Stored items:
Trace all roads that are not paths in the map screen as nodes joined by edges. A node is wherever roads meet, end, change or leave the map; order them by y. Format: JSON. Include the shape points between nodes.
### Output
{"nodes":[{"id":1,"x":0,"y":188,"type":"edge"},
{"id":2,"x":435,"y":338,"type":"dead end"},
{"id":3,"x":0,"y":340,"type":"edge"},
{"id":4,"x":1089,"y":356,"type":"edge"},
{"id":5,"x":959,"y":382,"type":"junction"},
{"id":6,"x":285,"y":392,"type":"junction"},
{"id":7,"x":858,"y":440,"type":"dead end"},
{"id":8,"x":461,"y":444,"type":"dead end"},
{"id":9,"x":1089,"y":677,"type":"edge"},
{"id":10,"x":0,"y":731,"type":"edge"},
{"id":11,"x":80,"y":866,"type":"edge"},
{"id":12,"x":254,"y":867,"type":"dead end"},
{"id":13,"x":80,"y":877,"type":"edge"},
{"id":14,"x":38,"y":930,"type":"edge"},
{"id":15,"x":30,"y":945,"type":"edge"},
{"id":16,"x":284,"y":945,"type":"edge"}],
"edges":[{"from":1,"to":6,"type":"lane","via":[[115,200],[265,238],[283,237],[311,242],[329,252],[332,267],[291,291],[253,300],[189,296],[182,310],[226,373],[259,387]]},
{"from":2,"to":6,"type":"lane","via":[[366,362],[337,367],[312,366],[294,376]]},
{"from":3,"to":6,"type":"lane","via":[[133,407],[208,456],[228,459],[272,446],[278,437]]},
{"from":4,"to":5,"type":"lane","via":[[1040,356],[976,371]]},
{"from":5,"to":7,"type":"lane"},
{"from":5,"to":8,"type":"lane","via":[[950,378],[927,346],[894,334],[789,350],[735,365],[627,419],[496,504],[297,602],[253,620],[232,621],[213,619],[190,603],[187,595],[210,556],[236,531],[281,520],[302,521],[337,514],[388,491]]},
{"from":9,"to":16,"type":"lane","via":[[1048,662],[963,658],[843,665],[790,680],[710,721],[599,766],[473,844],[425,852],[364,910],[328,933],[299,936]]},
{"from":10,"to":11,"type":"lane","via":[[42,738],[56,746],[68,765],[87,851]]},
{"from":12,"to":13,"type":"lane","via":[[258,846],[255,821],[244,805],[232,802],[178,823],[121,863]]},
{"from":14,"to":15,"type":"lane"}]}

▸ PROBLEM TO SOLVE: Line by line, the data should be returned exactly as written.

▸ RESULT OF THIS EXERCISE:
Trace all roads that are not paths in the map screen as nodes joined by edges. A node is wherever roads meet, end, change or leave the map; order them by y. Format: JSON. Include the shape points between nodes.
### Output
{"nodes":[{"id":1,"x":0,"y":188,"type":"edge"},
{"id":2,"x":435,"y":338,"type":"dead end"},
{"id":3,"x":0,"y":340,"type":"edge"},
{"id":4,"x":1089,"y":356,"type":"edge"},
{"id":5,"x":959,"y":382,"type":"junction"},
{"id":6,"x":285,"y":392,"type":"junction"},
{"id":7,"x":858,"y":440,"type":"dead end"},
{"id":8,"x":461,"y":444,"type":"dead end"},
{"id":9,"x":1089,"y":677,"type":"edge"},
{"id":10,"x":0,"y":731,"type":"edge"},
{"id":11,"x":80,"y":866,"type":"edge"},
{"id":12,"x":254,"y":867,"type":"dead end"},
{"id":13,"x":80,"y":877,"type":"edge"},
{"id":14,"x":38,"y":930,"type":"edge"},
{"id":15,"x":30,"y":945,"type":"edge"},
{"id":16,"x":284,"y":945,"type":"edge"}],
"edges":[{"from":1,"to":6,"type":"lane","via":[[115,200],[265,238],[283,237],[311,242],[329,252],[332,267],[291,291],[253,300],[189,296],[182,310],[226,373],[259,387]]},
{"from":2,"to":6,"type":"lane","via":[[366,362],[337,367],[312,366],[294,376]]},
{"from":3,"to":6,"type":"lane","via":[[133,407],[208,456],[228,459],[272,446],[278,437]]},
{"from":4,"to":5,"type":"lane","via":[[1040,356],[976,371]]},
{"from":5,"to":7,"type":"lane"},
{"from":5,"to":8,"type":"lane","via":[[950,378],[927,346],[894,334],[789,350],[735,365],[627,419],[496,504],[297,602],[253,620],[232,621],[213,619],[190,603],[187,595],[210,556],[236,531],[281,520],[302,521],[337,514],[388,491]]},
{"from":9,"to":16,"type":"lane","via":[[1048,662],[963,658],[843,665],[790,680],[710,721],[599,766],[473,844],[425,852],[364,910],[328,933],[299,936]]},
{"from":10,"to":11,"type":"lane","via":[[42,738],[56,746],[68,765],[87,851]]},
{"from":12,"to":13,"type":"lane","via":[[258,846],[255,821],[244,805],[232,802],[178,823],[121,863]]},
{"from":14,"to":15,"type":"lane"}]}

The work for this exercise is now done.